La journée démarre avec la Cridacompany, qui vient présenter sa dernière création Mama/Papa Carnaval. Sur scène, deux hommes, puis deux femmes, sorti.e.s de nul part et dans leur monde, qui partent pour une heure d’un grand dialogue burlesque et absurde. Il y a des échanges de casquettes, de la musique, des chaussures à talon, un accordéon. Pas d’acrobatie ou de jonglage, mais de la poésie, un univers assez indéfinissable mais particulier, un peu perché, un peu ailleurs. Et l’émotion qui vient vous chercher par surprise au détour d’un regard. L’art absurde a souvent du mal à m’emporter. Mais la Cridacompany sait créer son propre monde et toucher tous les âges. Dans la salle, des rires d’enfants fusent ainsi avec ceux de leurs parents.
Changement de chapiteau (la dizaine est disséminé dans toute la ville) pour la compagnie L’Éolienne, qui propose deux pièces. Pour chacune, le sentiment est ambivalent : le propos sonne parfois creux mais la troupe a un parti-pris et sait créer de très beaux moments en scène. Flux Tendu d’abord est un travail d’une vingtaine de minutes autour du trapèze. Cinq circassiens et circassiennes font face au public, tout comme leur trapèze. Chacun appréhende la scène différemment : il y a l’angoissée, la solaire, le grand calme, le tendu… Sur une percussion lancinante, chacun chercher son équilibre sur le trapèze, à base des gestes simples de débutants (la suspension à deux mains) puis en les complexifiant de plus en plus et en apprivoisant l’engin, sur le rythme qui accélère imperceptiblement. Quelques moments de grande tension – et de grande beauté aussi – alternent avec des passages plus à vide, dont le propose a du mal à atteindre le public.
Beaucoup plus longues (1h10), The Safe Word se veut être une pièce sur la réflexion citoyenne. La surveillance d’Internet, les niches fiscales, les égos sur les réseaux sociaux, les grandes fortunes, le pouvoir détenu par une minorité et surtout la non-révolte des citoyen.ne.s face à toutes ces injustices en vrac forment le magma du propos. Un propos souvent cliché et rabattu avec instance, trop, tout au long du spectacle, et parfois de façon bien trop lourde et appuyée. À un point tel que l’engagement en devient naïf et caricatural (l’argent, c’est mal). À croire que Florence Caillon ne fait pas confiance au geste pour faire comprendre un propos, et a besoin de l’appuyer continuellement par du texte, des lectures et des vidéos pour être bien sûr de se faire comprendre. La subtilité est tout un art.

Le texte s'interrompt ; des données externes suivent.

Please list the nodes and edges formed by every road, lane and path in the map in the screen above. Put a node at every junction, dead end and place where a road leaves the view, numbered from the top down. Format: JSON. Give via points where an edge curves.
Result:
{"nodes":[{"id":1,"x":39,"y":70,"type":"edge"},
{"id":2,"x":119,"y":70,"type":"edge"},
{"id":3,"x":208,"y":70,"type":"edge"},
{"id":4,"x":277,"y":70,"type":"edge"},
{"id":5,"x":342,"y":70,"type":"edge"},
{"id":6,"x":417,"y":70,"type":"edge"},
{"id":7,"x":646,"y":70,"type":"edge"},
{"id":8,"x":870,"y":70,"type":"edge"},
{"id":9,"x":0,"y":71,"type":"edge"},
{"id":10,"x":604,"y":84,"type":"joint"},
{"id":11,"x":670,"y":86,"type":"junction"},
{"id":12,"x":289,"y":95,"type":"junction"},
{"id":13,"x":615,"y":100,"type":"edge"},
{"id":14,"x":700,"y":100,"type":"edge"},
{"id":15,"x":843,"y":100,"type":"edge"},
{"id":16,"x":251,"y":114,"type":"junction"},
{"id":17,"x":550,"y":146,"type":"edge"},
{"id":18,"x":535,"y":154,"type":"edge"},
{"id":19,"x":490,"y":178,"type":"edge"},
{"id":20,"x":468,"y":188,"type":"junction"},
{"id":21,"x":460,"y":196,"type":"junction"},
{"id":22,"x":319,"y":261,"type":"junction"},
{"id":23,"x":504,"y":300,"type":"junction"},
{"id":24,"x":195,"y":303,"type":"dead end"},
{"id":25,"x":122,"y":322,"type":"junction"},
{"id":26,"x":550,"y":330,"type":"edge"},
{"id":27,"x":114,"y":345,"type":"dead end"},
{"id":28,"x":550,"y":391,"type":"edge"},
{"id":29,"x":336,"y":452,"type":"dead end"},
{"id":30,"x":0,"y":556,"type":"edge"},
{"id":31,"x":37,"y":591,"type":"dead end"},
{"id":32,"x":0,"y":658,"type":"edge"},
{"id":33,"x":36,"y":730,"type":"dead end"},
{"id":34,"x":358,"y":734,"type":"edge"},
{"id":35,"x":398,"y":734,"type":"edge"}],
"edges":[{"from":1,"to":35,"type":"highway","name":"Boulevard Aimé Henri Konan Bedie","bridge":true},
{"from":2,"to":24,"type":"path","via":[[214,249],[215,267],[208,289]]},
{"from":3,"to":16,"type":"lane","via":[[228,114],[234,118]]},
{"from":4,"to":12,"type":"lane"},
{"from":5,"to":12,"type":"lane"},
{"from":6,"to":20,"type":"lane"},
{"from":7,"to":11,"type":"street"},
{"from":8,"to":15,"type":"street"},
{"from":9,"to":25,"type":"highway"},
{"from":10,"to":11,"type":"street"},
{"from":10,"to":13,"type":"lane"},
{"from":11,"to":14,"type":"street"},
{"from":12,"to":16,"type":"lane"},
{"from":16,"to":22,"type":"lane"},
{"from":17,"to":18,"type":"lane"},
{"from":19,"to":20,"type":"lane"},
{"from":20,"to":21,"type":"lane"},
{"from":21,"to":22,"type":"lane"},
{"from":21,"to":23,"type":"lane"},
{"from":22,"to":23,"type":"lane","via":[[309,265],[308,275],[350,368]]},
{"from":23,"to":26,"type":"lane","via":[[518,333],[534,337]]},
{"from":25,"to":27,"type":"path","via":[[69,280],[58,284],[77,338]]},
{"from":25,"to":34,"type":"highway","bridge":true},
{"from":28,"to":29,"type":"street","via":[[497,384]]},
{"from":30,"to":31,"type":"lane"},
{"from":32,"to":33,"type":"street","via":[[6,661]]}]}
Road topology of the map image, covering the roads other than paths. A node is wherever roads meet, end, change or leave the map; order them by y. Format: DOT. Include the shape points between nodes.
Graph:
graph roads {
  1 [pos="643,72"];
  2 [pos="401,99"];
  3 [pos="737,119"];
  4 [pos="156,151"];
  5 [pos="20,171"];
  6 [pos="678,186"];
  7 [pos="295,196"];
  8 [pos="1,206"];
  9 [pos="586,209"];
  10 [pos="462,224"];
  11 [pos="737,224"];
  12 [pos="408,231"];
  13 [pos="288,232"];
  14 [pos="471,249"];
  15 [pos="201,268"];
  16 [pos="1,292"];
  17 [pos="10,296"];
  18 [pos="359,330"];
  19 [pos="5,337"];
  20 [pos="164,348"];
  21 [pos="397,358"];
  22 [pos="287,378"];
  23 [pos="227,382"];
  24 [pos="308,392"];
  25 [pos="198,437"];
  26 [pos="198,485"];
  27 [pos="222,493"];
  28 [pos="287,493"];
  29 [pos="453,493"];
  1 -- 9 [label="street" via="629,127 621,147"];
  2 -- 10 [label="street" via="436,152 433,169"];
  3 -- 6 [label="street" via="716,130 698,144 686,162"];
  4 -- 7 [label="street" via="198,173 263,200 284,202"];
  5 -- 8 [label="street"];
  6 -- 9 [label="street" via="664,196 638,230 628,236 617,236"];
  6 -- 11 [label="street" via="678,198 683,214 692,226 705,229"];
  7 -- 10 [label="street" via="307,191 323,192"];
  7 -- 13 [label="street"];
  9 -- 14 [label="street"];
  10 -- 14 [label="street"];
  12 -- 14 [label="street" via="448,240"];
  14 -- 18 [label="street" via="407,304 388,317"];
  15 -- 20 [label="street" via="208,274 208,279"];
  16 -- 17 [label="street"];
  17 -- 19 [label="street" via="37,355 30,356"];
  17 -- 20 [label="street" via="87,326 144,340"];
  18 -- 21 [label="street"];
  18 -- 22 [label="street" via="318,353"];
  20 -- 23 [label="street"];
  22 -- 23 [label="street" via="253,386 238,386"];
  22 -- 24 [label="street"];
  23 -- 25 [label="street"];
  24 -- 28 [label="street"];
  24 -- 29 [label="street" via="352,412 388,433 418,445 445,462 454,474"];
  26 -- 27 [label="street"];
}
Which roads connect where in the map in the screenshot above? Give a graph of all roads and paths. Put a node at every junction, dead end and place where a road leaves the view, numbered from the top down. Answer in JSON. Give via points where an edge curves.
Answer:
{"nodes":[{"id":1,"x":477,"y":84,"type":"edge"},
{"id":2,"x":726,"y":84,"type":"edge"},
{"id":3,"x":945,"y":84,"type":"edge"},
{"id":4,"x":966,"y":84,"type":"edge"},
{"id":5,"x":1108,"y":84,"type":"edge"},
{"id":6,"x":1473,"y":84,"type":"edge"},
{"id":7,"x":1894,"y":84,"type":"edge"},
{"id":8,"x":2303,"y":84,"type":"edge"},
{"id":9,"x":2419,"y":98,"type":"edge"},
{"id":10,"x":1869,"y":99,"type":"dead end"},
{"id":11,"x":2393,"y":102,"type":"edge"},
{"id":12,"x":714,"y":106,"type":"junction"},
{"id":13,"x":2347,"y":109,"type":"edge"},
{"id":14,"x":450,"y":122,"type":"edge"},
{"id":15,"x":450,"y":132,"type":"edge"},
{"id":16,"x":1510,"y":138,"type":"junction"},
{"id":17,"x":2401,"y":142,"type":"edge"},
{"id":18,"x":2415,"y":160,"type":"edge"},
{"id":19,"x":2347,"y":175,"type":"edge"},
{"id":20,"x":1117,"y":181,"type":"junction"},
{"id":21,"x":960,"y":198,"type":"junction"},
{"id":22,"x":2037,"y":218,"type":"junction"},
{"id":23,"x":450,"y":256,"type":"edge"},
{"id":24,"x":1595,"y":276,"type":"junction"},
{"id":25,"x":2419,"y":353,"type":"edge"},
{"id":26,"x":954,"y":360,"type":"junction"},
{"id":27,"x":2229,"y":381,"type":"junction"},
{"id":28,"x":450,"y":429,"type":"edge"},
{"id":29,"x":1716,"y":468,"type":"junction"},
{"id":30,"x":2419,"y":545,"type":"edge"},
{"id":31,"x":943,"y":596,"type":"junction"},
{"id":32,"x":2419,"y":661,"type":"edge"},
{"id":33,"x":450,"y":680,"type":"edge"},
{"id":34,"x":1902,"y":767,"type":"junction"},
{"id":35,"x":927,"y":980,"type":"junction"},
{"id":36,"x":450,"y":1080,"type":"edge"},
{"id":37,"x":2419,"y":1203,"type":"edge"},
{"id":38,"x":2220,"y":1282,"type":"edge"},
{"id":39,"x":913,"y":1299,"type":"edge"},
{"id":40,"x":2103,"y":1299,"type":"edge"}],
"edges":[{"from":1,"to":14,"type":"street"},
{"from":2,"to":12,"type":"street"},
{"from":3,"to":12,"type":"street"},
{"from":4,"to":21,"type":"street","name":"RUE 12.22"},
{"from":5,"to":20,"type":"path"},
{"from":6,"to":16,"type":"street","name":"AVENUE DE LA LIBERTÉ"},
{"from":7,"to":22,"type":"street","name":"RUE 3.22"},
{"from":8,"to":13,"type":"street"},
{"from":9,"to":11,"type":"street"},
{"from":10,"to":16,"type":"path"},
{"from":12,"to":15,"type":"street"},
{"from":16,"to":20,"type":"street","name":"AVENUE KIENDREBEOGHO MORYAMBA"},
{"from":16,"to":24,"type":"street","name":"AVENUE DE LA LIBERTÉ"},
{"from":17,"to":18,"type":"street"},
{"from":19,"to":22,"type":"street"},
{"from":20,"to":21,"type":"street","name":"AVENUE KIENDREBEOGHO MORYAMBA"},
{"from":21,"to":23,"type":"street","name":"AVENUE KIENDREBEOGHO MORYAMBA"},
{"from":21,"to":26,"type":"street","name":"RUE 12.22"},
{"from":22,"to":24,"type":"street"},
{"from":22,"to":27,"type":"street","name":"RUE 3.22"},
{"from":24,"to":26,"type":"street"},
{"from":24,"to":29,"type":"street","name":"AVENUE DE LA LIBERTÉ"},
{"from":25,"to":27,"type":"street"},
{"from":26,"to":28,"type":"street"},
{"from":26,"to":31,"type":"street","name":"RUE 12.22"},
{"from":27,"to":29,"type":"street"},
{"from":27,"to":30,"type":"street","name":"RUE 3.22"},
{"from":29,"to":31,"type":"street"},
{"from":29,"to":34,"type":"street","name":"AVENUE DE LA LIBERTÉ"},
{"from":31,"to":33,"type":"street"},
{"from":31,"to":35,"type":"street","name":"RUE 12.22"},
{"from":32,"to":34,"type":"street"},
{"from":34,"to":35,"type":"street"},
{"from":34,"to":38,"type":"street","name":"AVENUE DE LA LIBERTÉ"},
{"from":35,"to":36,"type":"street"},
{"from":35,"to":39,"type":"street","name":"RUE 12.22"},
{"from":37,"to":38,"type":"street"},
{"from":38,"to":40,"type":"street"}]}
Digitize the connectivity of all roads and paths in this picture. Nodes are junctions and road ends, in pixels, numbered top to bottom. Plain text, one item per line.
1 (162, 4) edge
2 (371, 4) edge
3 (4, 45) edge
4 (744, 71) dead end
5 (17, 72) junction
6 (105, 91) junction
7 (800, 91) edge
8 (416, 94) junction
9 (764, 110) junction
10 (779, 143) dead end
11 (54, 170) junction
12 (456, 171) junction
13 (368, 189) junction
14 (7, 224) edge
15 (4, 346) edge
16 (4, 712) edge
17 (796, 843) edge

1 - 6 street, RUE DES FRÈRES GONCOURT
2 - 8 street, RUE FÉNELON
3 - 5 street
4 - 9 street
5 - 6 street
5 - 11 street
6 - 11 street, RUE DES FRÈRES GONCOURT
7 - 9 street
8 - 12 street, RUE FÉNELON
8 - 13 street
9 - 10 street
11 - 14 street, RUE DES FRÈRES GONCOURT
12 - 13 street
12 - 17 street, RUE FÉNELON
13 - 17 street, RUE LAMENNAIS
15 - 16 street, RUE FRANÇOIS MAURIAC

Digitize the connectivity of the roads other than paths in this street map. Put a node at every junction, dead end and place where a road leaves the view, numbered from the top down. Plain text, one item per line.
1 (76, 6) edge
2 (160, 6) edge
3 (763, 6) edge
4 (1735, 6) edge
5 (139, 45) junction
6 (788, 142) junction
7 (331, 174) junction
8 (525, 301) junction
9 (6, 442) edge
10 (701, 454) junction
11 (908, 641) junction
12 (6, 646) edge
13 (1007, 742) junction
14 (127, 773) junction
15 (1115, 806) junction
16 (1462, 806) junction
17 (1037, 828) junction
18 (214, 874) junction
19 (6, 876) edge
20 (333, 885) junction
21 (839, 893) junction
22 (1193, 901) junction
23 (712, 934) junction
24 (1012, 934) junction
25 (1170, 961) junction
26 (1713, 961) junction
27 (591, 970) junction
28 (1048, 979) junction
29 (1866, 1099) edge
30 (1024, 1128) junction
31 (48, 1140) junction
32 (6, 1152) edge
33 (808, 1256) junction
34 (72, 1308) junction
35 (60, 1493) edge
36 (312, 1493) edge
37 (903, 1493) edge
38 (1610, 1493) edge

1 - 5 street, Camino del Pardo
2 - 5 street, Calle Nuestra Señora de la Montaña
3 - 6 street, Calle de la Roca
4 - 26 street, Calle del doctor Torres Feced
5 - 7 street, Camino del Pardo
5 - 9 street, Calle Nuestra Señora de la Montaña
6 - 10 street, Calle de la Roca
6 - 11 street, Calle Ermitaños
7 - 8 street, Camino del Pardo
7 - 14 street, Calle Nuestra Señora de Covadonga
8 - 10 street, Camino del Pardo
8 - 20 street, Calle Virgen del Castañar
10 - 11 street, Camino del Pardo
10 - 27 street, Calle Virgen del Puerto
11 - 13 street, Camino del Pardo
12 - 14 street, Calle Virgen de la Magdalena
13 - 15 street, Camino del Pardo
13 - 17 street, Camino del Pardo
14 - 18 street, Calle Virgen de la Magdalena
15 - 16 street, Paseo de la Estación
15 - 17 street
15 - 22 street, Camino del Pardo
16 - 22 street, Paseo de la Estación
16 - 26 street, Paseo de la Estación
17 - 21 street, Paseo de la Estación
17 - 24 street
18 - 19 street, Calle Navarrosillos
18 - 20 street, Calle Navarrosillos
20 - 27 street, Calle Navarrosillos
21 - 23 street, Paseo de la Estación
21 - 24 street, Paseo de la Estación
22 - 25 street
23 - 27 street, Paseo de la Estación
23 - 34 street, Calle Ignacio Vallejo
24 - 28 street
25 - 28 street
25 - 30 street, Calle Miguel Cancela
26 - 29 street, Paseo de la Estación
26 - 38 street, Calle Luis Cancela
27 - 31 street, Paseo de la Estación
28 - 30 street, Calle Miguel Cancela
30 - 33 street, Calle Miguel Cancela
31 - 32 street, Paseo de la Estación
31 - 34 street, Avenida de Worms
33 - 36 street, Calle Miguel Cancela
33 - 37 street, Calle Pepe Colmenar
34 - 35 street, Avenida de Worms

The Safe World pourrait donc vite devenir pénible. Mais là encore, la troupe sait créer des moments de grâce (par exemple sur un superbe numéro de corde, casque de moto sur la tête pour se moquer du principe de précaution poussé à l’extrême), moins dans la pure révolte et plus dans la profondeur, d’autant qu’elle est composée d’artistes à forte personnalité et extrêmement attachants. La pièce est également portée par un engin original : un long grillage suspendu sur la scène et le public, qui sert surtout au début et à la fin du spectacle (l’intérêt de le laisser pendant se pose d’ailleurs, d’abord pour de simples raisons technique de bien voir les vidéos). Au début, il pose la question du regardant et regardé. Les artistes regardent le public comme des bête curieuses, leur lançant des bouts de pain à travers le grillage. Pour le final, il est une très belle métaphore de la liberté, que chacun doit s’attacher à acquérir car on ne va pas lui donner. Lentement, difficilement, chaque artistes grimpe, s’accroche au grillage vert, avant de se retrouver au sommet. Faut-il redescendre du même côté pour la facilité ou faire le grand saut vers la liberté ? Le choix n’est pas si facile que ça.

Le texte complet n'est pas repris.